(Saved entries)
====

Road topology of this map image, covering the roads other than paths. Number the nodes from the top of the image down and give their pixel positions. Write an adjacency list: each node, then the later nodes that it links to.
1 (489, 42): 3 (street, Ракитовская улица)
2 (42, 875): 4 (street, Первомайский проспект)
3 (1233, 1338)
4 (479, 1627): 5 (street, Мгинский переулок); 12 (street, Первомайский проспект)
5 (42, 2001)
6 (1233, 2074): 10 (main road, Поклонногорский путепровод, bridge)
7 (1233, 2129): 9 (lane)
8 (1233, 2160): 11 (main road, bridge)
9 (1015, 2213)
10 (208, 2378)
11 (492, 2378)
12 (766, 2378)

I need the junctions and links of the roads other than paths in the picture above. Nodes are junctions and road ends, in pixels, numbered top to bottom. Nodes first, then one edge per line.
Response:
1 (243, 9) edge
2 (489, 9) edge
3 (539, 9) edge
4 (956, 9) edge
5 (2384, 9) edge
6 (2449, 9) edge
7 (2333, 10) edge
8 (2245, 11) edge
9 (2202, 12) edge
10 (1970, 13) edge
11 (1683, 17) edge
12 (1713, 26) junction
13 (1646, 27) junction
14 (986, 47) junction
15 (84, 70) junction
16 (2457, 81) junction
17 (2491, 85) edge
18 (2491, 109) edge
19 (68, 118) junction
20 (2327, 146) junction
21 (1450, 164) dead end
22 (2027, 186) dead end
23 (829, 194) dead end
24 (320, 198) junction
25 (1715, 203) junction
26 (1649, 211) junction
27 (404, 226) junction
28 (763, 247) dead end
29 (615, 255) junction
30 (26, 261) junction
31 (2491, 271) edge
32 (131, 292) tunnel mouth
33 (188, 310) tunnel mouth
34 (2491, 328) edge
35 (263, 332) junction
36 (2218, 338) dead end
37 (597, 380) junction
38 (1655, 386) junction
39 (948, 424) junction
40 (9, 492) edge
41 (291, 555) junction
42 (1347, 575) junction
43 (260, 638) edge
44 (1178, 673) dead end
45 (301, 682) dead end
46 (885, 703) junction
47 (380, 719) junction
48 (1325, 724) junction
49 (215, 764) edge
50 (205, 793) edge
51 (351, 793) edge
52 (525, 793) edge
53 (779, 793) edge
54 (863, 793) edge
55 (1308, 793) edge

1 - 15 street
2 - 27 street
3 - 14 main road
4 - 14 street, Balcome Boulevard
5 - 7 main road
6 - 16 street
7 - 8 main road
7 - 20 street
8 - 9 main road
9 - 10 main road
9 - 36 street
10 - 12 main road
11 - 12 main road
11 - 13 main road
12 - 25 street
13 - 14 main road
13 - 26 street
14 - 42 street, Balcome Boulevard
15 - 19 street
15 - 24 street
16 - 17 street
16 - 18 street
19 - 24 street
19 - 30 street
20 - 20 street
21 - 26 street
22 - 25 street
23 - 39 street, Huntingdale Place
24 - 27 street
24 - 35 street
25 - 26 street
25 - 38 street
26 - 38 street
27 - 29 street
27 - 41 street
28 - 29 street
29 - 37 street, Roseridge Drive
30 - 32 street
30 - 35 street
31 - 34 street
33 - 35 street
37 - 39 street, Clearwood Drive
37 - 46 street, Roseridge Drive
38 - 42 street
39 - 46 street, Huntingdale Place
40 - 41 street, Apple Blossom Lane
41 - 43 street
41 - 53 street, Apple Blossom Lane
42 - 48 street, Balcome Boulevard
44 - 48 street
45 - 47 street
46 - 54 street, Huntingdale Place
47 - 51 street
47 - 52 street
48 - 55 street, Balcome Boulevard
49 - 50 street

====

For each record above, write it out again exactly.

#### [The completed task]
Road topology of this map image, covering the roads other than paths. Number the nodes from the top of the image down and give their pixel positions. Write an adjacency list: each node, then the later nodes that it links to.
1 (489, 42): 3 (street, Ракитовская улица)
2 (42, 875): 4 (street, Первомайский проспект)
3 (1233, 1338)
4 (479, 1627): 5 (street, Мгинский переулок); 12 (street, Первомайский проспект)
5 (42, 2001)
6 (1233, 2074): 10 (main road, Поклонногорский путепровод, bridge)
7 (1233, 2129): 9 (lane)
8 (1233, 2160): 11 (main road, bridge)
9 (1015, 2213)
10 (208, 2378)
11 (492, 2378)
12 (766, 2378)

I need the junctions and links of the roads other than paths in the picture above. Nodes are junctions and road ends, in pixels, numbered top to bottom. Nodes first, then one edge per line.
Response:
1 (243, 9) edge
2 (489, 9) edge
3 (539, 9) edge
4 (956, 9) edge
5 (2384, 9) edge
6 (2449, 9) edge
7 (2333, 10) edge
8 (2245, 11) edge
9 (2202, 12) edge
10 (1970, 13) edge
11 (1683, 17) edge
12 (1713, 26) junction
13 (1646, 27) junction
14 (986, 47) junction
15 (84, 70) junction
16 (2457, 81) junction
17 (2491, 85) edge
18 (2491, 109) edge
19 (68, 118) junction
20 (2327, 146) junction
21 (1450, 164) dead end
22 (2027, 186) dead end
23 (829, 194) dead end
24 (320, 198) junction
25 (1715, 203) junction
26 (1649, 211) junction
27 (404, 226) junction
28 (763, 247) dead end
29 (615, 255) junction
30 (26, 261) junction
31 (2491, 271) edge
32 (131, 292) tunnel mouth
33 (188, 310) tunnel mouth
34 (2491, 328) edge
35 (263, 332) junction
36 (2218, 338) dead end
37 (597, 380) junction
38 (1655, 386) junction
39 (948, 424) junction
40 (9, 492) edge
41 (291, 555) junction
42 (1347, 575) junction
43 (260, 638) edge
44 (1178, 673) dead end
45 (301, 682) dead end
46 (885, 703) junction
47 (380, 719) junction
48 (1325, 724) junction
49 (215, 764) edge
50 (205, 793) edge
51 (351, 793) edge
52 (525, 793) edge
53 (779, 793) edge
54 (863, 793) edge
55 (1308, 793) edge

1 - 15 street
2 - 27 street
3 - 14 main road
4 - 14 street, Balcome Boulevard
5 - 7 main road
6 - 16 street
7 - 8 main road
7 - 20 street
8 - 9 main road
9 - 10 main road
9 - 36 street
10 - 12 main road
11 - 12 main road
11 - 13 main road
12 - 25 street
13 - 14 main road
13 - 26 street
14 - 42 street, Balcome Boulevard
15 - 19 street
15 - 24 street
16 - 17 street
16 - 18 street
19 - 24 street
19 - 30 street
20 - 20 street
21 - 26 street
22 - 25 street
23 - 39 street, Huntingdale Place
24 - 27 street
24 - 35 street
25 - 26 street
25 - 38 street
26 - 38 street
27 - 29 street
27 - 41 street
28 - 29 street
29 - 37 street, Roseridge Drive
30 - 32 street
30 - 35 street
31 - 34 street
33 - 35 street
37 - 39 street, Clearwood Drive
37 - 46 street, Roseridge Drive
38 - 42 street
39 - 46 street, Huntingdale Place
40 - 41 street, Apple Blossom Lane
41 - 43 street
41 - 53 street, Apple Blossom Lane
42 - 48 street, Balcome Boulevard
44 - 48 street
45 - 47 street
46 - 54 street, Huntingdale Place
47 - 51 street
47 - 52 street
48 - 55 street, Balcome Boulevard
49 - 50 street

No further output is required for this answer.